(Saved data entries)
+===+

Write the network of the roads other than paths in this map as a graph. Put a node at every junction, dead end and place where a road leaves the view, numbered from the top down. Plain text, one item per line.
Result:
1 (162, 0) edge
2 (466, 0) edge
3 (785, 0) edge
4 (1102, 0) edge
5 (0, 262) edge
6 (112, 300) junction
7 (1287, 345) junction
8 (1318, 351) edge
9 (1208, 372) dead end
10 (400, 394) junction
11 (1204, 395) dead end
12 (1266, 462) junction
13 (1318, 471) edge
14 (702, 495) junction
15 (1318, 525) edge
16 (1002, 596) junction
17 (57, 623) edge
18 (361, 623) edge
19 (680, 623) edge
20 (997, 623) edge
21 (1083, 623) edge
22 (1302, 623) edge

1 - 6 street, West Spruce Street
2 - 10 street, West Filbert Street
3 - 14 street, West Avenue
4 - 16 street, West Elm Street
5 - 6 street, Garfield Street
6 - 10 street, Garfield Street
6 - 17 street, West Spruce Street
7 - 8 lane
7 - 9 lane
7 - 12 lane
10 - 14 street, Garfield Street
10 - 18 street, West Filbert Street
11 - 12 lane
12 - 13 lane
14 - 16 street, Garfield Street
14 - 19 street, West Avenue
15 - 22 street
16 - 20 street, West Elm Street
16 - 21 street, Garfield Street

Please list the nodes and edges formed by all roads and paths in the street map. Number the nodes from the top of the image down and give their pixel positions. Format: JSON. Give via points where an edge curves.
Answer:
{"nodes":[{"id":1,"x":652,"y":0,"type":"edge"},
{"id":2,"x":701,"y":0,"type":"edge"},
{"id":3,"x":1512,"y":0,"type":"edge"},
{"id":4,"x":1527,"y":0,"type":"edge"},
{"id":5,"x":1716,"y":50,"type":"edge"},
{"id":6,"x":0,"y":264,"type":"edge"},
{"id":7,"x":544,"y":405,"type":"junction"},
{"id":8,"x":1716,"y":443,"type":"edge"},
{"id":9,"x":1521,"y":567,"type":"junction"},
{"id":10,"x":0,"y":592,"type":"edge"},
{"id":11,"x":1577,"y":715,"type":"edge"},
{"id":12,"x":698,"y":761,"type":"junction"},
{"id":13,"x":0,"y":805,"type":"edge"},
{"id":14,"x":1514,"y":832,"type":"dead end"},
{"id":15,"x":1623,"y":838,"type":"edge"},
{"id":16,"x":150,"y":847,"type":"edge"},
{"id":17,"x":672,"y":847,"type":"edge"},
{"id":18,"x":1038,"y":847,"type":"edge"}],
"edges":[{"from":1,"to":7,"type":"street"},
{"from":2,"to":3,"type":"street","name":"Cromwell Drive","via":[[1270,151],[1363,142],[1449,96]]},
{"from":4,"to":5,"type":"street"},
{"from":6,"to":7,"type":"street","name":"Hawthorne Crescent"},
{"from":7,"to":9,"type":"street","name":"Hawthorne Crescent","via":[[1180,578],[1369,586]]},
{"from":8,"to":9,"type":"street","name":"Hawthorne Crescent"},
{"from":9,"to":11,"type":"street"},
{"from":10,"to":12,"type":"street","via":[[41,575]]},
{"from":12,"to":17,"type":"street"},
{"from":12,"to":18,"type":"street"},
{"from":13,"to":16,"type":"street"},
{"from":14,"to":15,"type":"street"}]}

+===+

◆ **WHAT IS BEING ASKED**: In the records above, collect each line with "Hawthorne".

◆ **RESULT FOR THIS EXERCISE**:
{"from":6,"to":7,"type":"street","name":"Hawthorne Crescent"},
{"from":7,"to":9,"type":"street","name":"Hawthorne Crescent","via":[[1180,578],[1369,586]]},
{"from":8,"to":9,"type":"street","name":"Hawthorne Crescent"},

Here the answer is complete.